ノートパソコンを電源ボタンなしで起動する方法
この記事では、ノートパソコンの物理的な電源ボタンが故障した場合に、デバイスを起動する方法について説明します。設定を変更するために必要な初回の一時的な起動手順と、その後キーボードを使ってハードウェアボタンに依存せずに電源を入れるための BIOS 設定変更について解説します。
方法 1: 故障した電源ボタンでの一時的な起動
この方法は、オペレーティングシステムにアクセスし、BIOS 設定を変更するために、デバイスを一度だけ起動することを目的としています。設定が変更されるまでは、ボタンの接点に物理的に干渉せずにデバイスを起動することはできません。
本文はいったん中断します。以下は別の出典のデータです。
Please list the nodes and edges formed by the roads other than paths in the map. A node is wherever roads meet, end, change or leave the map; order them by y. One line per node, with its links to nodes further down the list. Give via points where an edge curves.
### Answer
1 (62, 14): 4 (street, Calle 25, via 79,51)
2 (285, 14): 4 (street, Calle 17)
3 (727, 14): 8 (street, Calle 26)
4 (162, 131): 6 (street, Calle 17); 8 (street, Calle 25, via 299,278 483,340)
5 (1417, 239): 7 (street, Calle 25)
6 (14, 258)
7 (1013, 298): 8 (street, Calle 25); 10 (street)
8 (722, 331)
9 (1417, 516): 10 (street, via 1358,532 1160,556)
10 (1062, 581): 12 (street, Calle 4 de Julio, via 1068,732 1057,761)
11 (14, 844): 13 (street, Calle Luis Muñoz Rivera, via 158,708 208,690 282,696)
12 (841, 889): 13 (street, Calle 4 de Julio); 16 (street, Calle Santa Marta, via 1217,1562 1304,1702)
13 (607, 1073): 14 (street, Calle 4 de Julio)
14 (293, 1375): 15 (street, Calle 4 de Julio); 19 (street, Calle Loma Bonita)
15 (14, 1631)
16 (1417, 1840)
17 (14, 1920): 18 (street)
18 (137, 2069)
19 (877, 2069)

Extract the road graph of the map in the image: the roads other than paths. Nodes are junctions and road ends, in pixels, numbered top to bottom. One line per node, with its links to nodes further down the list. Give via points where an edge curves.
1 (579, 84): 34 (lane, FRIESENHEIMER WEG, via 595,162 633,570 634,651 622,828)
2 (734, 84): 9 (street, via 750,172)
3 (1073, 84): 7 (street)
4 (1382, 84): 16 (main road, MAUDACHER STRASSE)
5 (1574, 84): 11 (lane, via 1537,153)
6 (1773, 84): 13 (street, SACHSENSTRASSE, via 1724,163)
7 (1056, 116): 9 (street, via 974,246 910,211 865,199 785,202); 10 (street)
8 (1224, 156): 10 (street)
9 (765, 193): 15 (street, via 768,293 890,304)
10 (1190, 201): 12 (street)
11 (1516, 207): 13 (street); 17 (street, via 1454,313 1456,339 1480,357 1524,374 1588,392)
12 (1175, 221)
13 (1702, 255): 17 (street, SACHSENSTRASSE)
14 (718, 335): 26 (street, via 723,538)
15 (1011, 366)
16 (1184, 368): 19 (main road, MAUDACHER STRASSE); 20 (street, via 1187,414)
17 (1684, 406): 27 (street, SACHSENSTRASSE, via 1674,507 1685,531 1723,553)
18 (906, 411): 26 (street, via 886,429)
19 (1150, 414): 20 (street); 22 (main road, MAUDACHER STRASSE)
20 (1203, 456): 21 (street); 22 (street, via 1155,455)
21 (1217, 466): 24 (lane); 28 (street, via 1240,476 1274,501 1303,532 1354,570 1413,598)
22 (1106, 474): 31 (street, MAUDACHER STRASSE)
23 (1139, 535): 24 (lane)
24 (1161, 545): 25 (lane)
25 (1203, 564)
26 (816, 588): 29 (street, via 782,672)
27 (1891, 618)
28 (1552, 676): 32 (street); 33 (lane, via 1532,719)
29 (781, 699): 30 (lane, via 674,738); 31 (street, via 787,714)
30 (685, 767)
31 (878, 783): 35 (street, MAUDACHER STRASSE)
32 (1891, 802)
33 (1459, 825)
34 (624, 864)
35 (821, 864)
- 電源ボタンを非常に素早く何度も繰り返し押してください。これにより、摩耗した接点が瞬間的に接触し、起動信号が送信される可能性があります。
- 何度押しても反応しない場合は、筐体を部分的に分解し、電源ボタンの接点パッドがあるプリント基板にアクセスします。
- プラスチック製のキーキャップの下にあるタクトスイッチが無事な場合は、絶縁体(例:ペンの軸)を使ってそのスイッチを直接押してください。
- 最終手段として、金属製のピンセットや精密ドライバーを使用し、基板上の電源信号を司る接点を瞬間的にショートさせます。この作業は、隣接する部品に触れないよう細心の注意を払って行ってください。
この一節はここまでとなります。